▶ [Prompt]: Only the lines from the line containing "Which roads connect" to the end of the records, both included, belong in the answer, copied exactly.

Saved data entries:
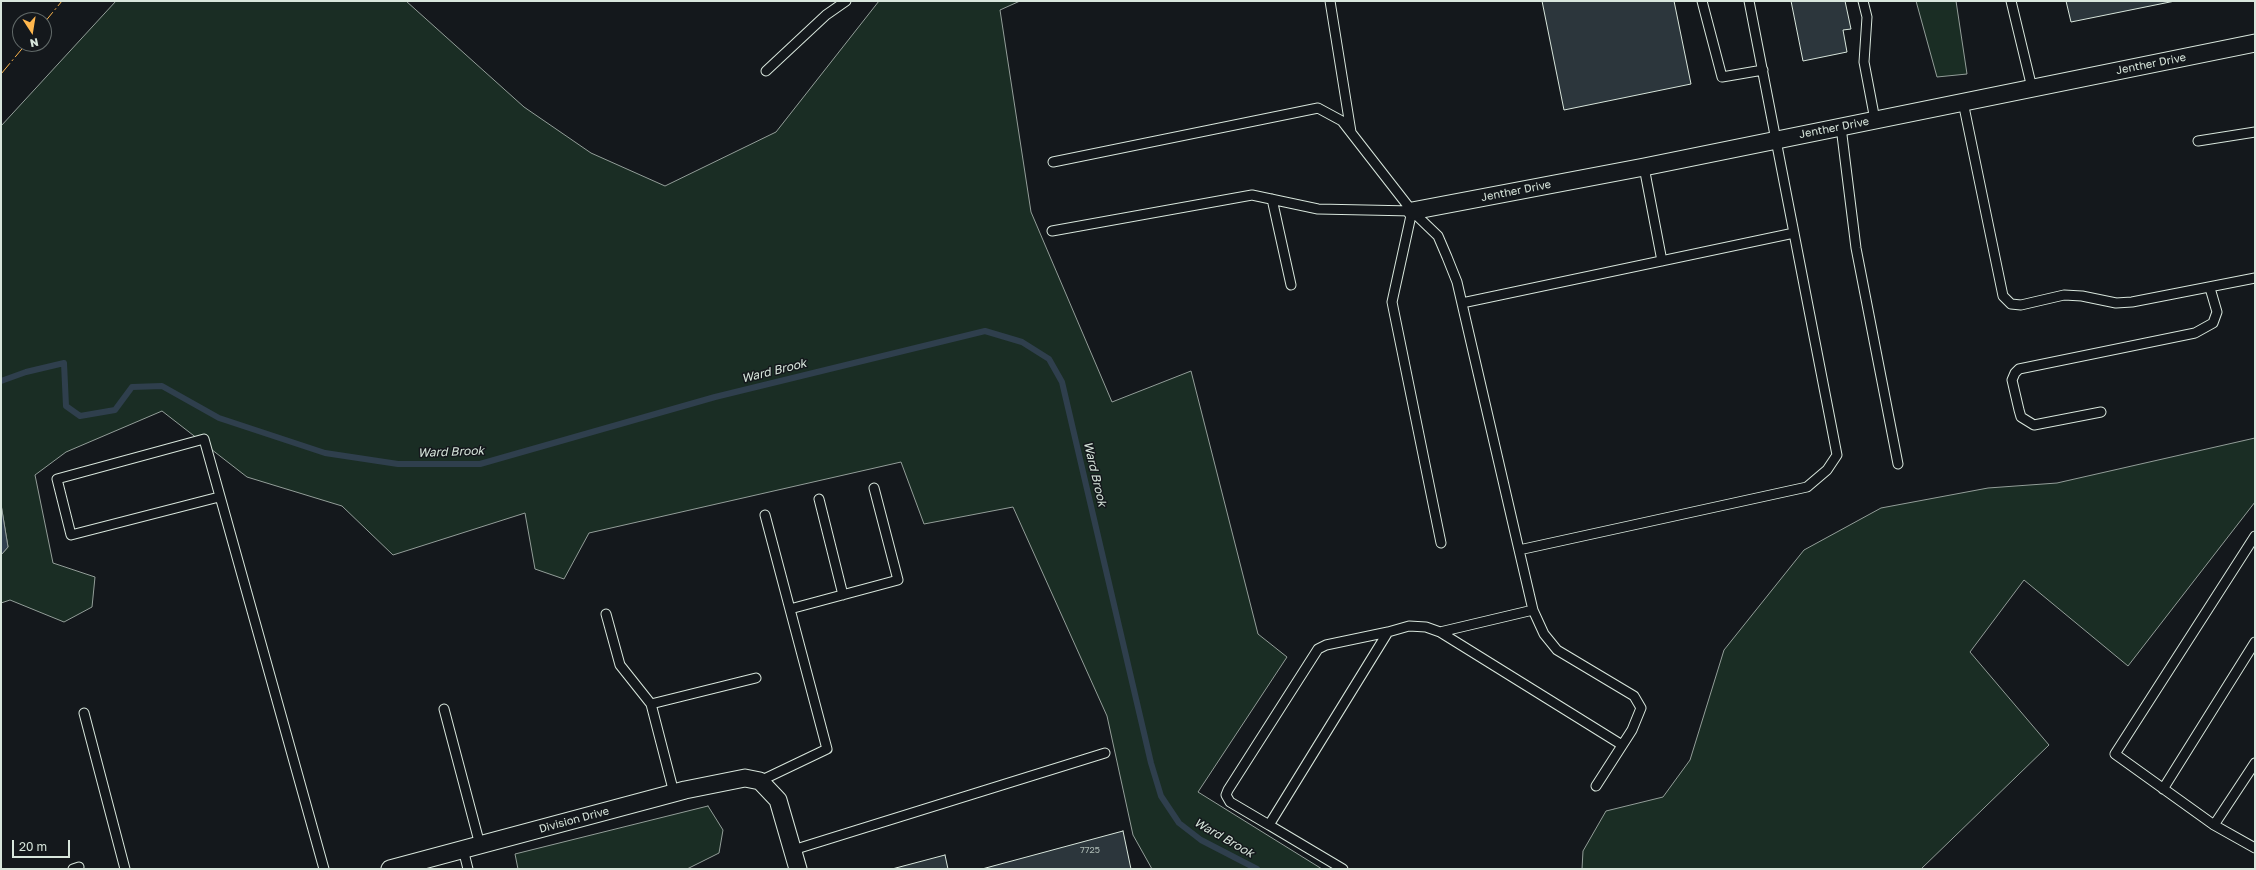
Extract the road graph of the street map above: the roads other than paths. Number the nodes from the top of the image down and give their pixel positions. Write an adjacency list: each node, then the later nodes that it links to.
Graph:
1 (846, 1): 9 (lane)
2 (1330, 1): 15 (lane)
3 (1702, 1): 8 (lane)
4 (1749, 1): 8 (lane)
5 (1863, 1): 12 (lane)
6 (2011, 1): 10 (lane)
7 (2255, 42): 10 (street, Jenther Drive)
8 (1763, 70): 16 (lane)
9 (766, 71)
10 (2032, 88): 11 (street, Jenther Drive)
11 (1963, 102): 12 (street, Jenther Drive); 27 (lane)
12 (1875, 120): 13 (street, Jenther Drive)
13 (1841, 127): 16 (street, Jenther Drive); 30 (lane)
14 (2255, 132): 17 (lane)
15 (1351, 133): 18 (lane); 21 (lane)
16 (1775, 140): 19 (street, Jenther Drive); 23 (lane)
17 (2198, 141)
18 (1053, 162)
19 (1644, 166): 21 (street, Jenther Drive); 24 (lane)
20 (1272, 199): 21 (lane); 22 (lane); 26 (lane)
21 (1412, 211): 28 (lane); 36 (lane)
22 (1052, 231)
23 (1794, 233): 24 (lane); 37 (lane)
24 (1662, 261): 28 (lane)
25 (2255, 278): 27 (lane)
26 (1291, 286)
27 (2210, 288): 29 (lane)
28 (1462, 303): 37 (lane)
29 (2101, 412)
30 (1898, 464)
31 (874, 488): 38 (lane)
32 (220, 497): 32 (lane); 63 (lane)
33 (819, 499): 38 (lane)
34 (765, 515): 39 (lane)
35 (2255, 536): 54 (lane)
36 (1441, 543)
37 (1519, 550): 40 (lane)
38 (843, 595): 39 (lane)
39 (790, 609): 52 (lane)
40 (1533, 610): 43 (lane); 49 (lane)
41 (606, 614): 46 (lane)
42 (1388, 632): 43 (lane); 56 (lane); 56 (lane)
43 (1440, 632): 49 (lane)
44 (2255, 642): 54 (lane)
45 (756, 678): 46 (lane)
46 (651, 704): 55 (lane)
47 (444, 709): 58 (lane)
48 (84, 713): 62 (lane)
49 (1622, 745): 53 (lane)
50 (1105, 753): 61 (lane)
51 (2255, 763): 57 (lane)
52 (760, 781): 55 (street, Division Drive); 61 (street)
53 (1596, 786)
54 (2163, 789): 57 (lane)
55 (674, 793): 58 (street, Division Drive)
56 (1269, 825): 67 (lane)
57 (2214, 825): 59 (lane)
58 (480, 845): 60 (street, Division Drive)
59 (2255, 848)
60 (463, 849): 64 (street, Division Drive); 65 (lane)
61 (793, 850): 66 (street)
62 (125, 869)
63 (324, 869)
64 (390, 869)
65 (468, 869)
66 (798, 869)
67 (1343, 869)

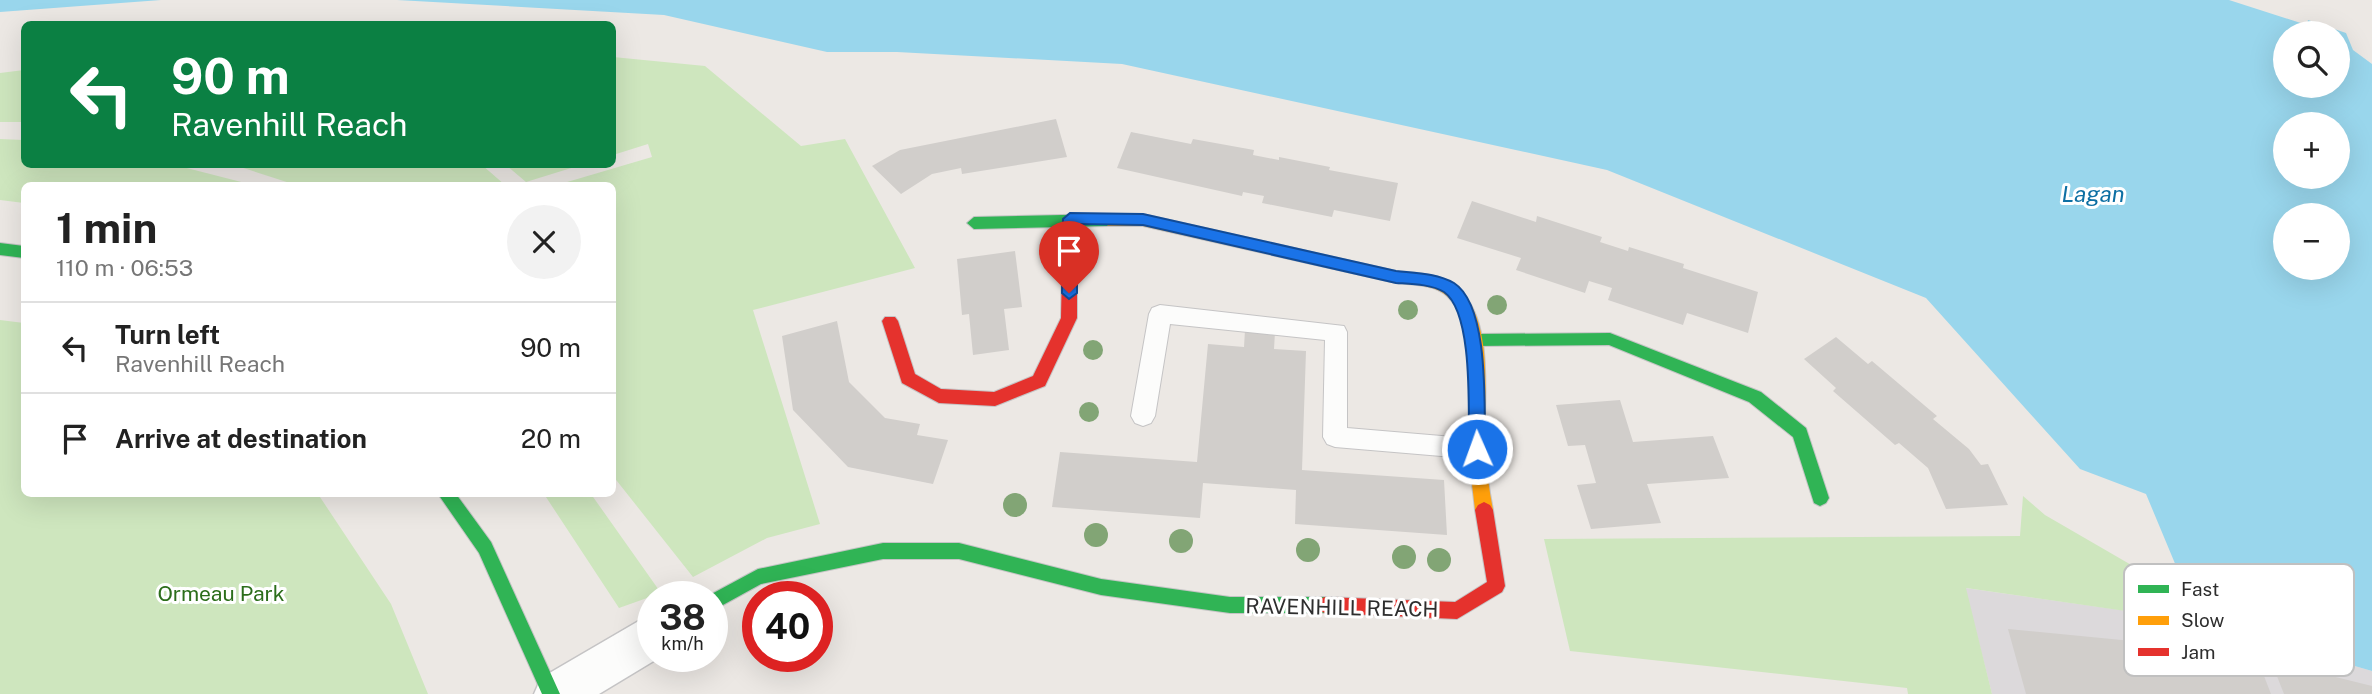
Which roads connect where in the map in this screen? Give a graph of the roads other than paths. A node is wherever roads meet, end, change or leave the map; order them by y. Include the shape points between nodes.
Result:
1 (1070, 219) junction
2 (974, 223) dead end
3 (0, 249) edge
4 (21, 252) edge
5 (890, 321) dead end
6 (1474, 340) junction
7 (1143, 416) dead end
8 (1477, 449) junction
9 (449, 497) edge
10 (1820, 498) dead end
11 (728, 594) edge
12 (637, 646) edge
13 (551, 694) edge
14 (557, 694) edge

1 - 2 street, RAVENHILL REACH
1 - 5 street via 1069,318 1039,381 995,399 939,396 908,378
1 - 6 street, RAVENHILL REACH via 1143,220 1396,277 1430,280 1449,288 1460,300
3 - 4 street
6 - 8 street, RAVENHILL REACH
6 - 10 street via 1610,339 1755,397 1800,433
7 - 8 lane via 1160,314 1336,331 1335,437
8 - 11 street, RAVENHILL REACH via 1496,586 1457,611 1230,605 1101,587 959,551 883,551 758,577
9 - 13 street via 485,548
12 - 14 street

▶ [Written response]:
Which roads connect where in the map in this screen? Give a graph of the roads other than paths. A node is wherever roads meet, end, change or leave the map; order them by y. Include the shape points between nodes.
Result:
1 (1070, 219) junction
2 (974, 223) dead end
3 (0, 249) edge
4 (21, 252) edge
5 (890, 321) dead end
6 (1474, 340) junction
7 (1143, 416) dead end
8 (1477, 449) junction
9 (449, 497) edge
10 (1820, 498) dead end
11 (728, 594) edge
12 (637, 646) edge
13 (551, 694) edge
14 (557, 694) edge

1 - 2 street, RAVENHILL REACH
1 - 5 street via 1069,318 1039,381 995,399 939,396 908,378
1 - 6 street, RAVENHILL REACH via 1143,220 1396,277 1430,280 1449,288 1460,300
3 - 4 street
6 - 8 street, RAVENHILL REACH
6 - 10 street via 1610,339 1755,397 1800,433
7 - 8 lane via 1160,314 1336,331 1335,437
8 - 11 street, RAVENHILL REACH via 1496,586 1457,611 1230,605 1101,587 959,551 883,551 758,577
9 - 13 street via 485,548
12 - 14 street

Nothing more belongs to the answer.